People with hypoparathyroidism living in the U.S. still struggle to receive proper medical care, particularly during emergency room visits, according to findings of a survey conducted by the HypoPARAthyroidism Association (HPA).
The results of the HPA’s “Voices of Hypopara” survey were released in support of World Hypoparathyroidism Awareness Day, which takes place annually on June 1st.
Hypoparathyroidism is caused by low levels of the parathyroid hormone (PTH) in the blood, leading to a marked decrease of calcium, which is needed for bone health, muscle movement, and healthy nerves. This medical condition is known as hypocalcemia.
In most cases, the condition is triggered after people undergo thyroid (neck) surgery and end up with sustained damage to their parathyroid glands, which are responsible for producing PTH. However, hypoparathyroidism also may occur in response to autoimmune or genetic issues — or even without a known cause.
The Voices of Hypopara survey was conducted by the HPA, with support from Ascendis Pharma, to gather patient feedback on their diagnoses, symptoms, treatment, and medical care.
A total of 146 hypoparathyroidism patients living in the U.S. completed the anonymous survey, conducted online during April and May 2020. Most respondents were women (89%), had an average age of 51, and were diagnosed with hypoparathyroidism after undergoing neck surgery (80%). More than half (60%) of the participants had been living with the condition for more than five years.
For many patients, the challenges of hypoparathyroidism started before their initial diagnosis. Half of the participants reported that they received their diagnosis only after five or more doctor visits. A quarter of the respondents claimed that it took more than a year to receive their final diagnosis, while 10% said more than a decade passed before they were properly diagnosed.
Nearly all patients received standard-of-care treatment with calcium and active vitamin D supplements. However, most felt the treatment was quite burdensome. More than half (61%) ended up changing their treatment regimen more than five times after being diagnosed to manage their symptoms.
Despite frequent treatment adjustments, 69% of the respondents reported experiencing a “calcium crash” — a potentially life-threatening condition in which calcium dips below critical levels, resulting in breathing difficulties, seizures, and painful muscle spasms — at least once in the previous year.
Among these patients, 43% claimed to have had these “calcium crashes” on a weekly or monthly basis, and 4% on a daily basis.

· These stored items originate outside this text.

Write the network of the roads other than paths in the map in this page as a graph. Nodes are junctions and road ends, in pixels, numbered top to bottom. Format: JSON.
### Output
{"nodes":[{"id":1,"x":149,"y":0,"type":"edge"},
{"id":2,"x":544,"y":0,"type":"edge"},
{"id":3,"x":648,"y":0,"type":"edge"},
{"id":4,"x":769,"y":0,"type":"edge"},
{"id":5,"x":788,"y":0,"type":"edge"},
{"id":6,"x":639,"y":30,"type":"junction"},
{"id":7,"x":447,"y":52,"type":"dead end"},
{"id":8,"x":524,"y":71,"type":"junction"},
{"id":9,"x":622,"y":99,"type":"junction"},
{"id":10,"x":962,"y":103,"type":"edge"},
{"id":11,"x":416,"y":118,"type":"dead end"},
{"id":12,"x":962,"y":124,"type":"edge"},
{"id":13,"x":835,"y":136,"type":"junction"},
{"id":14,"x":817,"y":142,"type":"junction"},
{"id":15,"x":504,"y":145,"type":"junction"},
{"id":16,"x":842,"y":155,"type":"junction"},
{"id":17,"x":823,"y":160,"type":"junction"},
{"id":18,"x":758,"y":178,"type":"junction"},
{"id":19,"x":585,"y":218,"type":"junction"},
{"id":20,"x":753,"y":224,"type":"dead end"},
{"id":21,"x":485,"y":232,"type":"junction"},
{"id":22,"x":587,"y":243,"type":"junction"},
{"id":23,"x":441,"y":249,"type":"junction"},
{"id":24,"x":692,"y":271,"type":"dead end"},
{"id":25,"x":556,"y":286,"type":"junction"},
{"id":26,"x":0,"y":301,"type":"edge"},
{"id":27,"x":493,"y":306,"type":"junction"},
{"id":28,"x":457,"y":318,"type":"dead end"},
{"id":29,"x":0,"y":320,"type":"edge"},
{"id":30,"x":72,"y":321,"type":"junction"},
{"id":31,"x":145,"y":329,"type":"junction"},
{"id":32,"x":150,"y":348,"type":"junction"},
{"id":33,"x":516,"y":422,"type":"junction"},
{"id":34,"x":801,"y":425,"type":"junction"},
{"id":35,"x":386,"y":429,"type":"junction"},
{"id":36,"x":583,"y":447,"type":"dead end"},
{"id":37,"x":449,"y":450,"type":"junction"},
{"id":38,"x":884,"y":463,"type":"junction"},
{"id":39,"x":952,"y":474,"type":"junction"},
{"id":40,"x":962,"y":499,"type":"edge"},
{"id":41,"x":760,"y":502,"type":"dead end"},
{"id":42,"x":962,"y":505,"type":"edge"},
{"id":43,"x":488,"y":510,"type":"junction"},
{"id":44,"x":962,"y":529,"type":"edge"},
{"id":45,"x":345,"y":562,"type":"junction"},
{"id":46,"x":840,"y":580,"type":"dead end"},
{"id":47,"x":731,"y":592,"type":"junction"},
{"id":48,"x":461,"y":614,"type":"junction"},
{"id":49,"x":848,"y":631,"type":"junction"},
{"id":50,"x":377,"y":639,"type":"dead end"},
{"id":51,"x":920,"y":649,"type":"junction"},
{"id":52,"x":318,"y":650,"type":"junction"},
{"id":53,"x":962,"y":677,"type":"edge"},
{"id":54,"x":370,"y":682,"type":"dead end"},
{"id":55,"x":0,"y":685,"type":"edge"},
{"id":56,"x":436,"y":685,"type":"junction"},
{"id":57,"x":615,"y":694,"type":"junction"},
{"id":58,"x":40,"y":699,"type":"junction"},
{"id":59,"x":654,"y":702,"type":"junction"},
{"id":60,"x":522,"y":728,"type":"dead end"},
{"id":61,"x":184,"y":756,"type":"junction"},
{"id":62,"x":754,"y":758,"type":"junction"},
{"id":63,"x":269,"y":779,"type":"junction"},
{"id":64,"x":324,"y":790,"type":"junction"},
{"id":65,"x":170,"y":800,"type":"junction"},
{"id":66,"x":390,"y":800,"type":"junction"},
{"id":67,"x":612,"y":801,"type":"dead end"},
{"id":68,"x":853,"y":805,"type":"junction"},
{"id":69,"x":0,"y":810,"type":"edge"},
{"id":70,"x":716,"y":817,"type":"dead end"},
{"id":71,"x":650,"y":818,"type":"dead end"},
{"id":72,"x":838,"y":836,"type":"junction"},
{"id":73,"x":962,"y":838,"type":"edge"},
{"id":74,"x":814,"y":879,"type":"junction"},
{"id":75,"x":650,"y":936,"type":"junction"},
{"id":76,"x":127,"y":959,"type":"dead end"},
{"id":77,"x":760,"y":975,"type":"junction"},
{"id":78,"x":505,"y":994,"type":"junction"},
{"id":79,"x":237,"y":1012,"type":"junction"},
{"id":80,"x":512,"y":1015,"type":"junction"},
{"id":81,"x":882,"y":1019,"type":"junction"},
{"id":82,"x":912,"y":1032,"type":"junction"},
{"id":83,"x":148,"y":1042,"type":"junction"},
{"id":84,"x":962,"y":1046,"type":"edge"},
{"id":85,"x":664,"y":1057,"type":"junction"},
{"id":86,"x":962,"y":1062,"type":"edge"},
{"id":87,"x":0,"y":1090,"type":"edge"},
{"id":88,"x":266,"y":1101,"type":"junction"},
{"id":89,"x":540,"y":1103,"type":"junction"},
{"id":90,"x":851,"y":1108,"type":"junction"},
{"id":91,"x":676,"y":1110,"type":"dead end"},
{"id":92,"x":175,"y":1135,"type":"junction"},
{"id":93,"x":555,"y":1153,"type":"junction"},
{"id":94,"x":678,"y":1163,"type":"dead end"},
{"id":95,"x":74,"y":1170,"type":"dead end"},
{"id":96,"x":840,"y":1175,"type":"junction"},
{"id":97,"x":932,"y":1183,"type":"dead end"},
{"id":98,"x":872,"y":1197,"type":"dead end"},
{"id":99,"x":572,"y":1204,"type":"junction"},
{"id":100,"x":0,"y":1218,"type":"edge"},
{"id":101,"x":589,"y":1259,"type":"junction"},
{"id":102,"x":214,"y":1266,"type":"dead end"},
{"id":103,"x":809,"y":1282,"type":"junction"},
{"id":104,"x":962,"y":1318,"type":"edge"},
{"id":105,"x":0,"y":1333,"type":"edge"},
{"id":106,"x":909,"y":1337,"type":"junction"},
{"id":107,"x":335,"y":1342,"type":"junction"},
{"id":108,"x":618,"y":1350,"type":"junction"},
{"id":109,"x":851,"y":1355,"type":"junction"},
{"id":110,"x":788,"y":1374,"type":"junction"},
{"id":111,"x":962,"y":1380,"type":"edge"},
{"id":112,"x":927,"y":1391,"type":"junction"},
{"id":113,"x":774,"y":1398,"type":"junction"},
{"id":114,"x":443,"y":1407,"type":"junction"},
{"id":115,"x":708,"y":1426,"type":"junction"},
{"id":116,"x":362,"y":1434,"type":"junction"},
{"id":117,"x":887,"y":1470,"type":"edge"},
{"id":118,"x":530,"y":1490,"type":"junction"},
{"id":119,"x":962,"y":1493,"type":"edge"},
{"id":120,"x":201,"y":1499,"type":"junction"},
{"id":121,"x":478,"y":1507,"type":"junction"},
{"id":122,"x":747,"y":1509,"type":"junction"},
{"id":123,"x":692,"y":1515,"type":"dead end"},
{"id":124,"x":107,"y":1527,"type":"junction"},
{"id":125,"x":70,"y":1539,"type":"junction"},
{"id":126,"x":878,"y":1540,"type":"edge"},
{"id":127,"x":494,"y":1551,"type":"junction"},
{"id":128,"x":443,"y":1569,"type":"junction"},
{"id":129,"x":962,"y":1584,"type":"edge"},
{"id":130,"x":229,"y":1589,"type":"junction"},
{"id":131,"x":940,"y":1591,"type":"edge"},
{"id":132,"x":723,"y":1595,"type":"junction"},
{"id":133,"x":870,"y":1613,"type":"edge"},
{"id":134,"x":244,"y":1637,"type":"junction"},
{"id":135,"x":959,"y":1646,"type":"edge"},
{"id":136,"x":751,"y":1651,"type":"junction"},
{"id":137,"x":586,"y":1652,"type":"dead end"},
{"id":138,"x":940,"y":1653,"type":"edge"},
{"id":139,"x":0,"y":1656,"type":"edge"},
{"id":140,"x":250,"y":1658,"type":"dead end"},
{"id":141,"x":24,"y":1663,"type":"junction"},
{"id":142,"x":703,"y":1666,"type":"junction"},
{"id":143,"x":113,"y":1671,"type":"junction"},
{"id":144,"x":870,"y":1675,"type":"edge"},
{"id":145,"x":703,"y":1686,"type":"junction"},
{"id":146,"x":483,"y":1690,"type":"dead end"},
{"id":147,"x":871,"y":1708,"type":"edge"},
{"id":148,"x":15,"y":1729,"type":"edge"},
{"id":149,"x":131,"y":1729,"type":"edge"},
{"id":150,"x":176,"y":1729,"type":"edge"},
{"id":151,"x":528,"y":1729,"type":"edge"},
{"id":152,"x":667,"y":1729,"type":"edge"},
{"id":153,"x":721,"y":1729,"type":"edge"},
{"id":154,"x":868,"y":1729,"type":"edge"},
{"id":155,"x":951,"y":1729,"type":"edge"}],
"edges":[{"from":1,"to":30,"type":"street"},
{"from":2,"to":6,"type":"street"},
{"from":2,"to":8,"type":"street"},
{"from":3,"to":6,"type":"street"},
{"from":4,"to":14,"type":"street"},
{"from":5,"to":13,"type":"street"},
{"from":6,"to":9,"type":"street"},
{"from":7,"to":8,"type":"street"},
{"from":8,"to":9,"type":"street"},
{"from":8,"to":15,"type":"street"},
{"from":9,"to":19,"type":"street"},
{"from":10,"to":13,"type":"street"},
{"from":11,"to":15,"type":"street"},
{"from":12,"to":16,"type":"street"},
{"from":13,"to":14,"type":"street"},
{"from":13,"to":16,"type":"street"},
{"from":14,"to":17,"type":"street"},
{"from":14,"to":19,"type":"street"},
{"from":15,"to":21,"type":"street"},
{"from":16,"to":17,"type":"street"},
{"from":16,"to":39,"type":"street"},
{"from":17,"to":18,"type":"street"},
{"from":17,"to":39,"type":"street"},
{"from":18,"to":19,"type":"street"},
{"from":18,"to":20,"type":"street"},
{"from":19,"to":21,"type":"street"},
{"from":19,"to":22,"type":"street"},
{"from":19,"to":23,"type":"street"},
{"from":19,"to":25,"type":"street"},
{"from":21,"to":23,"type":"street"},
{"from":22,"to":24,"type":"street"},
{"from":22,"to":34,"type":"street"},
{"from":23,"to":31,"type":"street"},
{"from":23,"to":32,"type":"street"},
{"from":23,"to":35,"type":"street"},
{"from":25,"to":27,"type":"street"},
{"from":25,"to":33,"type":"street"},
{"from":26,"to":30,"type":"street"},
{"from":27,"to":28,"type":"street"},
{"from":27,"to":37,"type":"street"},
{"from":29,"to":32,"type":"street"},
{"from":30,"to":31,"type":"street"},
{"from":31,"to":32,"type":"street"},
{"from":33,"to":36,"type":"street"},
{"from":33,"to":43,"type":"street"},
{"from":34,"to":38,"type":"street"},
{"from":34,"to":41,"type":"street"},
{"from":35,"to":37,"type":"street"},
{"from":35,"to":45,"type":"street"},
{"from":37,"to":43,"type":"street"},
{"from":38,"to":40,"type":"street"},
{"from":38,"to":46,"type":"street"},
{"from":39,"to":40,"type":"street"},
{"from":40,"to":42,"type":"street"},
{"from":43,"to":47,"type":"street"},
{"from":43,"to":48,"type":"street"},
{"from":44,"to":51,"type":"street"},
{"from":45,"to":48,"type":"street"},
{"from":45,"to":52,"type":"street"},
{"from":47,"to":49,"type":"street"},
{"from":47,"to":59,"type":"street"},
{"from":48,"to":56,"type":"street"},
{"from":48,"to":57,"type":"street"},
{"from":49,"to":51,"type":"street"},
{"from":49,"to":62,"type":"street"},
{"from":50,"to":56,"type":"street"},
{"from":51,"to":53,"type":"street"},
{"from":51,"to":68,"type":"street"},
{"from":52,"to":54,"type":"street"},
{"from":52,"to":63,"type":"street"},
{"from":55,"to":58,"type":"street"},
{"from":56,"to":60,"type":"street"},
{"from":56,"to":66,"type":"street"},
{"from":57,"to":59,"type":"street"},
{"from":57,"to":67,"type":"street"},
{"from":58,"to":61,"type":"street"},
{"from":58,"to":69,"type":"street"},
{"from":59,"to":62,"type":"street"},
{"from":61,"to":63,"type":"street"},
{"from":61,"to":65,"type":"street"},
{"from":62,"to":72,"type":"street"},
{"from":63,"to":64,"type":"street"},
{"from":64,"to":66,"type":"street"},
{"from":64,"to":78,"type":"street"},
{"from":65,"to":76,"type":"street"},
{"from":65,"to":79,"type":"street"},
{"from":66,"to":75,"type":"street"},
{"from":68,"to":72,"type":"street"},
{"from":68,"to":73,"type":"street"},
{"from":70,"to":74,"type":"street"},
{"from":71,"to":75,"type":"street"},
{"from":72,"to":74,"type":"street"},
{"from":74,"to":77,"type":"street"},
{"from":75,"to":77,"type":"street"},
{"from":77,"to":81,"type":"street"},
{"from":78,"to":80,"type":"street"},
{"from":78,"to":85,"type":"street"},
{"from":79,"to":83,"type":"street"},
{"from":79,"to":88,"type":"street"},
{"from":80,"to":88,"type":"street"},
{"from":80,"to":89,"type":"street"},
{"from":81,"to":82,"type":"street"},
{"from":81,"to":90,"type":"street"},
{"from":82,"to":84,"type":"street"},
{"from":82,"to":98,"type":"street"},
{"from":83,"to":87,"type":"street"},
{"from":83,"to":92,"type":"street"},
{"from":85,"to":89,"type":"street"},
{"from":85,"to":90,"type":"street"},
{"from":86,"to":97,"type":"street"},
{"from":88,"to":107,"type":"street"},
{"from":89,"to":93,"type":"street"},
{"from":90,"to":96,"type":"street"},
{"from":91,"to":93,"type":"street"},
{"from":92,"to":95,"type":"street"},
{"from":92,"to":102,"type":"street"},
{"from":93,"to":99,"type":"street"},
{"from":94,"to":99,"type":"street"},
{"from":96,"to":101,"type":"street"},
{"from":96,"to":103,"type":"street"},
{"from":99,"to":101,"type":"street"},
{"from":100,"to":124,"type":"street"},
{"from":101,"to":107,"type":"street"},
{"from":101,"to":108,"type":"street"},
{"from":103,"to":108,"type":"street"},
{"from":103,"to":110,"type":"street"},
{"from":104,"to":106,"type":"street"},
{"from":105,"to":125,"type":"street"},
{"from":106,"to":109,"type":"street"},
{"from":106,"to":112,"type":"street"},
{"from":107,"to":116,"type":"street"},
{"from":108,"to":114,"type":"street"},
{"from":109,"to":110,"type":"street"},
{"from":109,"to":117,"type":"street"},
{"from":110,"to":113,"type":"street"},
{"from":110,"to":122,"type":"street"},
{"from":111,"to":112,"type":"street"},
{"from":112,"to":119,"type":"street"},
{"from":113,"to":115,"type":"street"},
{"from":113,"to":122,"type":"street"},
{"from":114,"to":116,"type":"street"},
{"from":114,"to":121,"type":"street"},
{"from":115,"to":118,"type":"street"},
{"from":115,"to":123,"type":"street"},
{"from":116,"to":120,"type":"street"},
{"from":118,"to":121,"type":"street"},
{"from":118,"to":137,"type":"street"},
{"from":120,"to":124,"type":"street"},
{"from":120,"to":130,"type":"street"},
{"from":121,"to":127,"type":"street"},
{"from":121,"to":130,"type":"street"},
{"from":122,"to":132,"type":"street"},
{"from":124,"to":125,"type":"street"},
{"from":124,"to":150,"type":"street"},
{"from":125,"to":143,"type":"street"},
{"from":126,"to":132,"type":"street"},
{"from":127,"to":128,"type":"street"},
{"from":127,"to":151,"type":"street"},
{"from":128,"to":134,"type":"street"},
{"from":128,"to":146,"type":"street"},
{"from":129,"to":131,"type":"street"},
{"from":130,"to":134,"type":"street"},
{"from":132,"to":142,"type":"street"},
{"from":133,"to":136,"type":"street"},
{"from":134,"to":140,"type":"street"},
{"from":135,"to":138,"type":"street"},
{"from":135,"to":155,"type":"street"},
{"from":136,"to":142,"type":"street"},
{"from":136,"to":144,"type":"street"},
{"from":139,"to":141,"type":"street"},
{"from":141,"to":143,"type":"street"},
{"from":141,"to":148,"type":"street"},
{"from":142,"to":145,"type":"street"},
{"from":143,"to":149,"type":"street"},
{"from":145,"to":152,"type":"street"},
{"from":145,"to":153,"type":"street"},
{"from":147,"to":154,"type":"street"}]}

Additionally, nearly half (42%) of the survey participants reported that they had gone to the emergency room (ER) and/or an urgent care facility in the previous year due to their symptoms. In half of the cases, the patients visited the ER and/or urgent care facility two-to-four times within a period of one year; 18% of them reported even more frequent visits.
Nearly two-thirds (63%) of the patients who made such visits reported receiving intravenous (into-the-vein) calcium to control their “calcium crash.” A fourth received IV calcium five times or more within a year.
Approximately three-quarters (73%) of the patients who had visited the ER and/or urgent care facility in the past year reported having an average-to-terrible experience regarding the medical care they received. As a result, nearly half of them said they were less likely to return to seek treatment for their hypoparathyroidism symptoms.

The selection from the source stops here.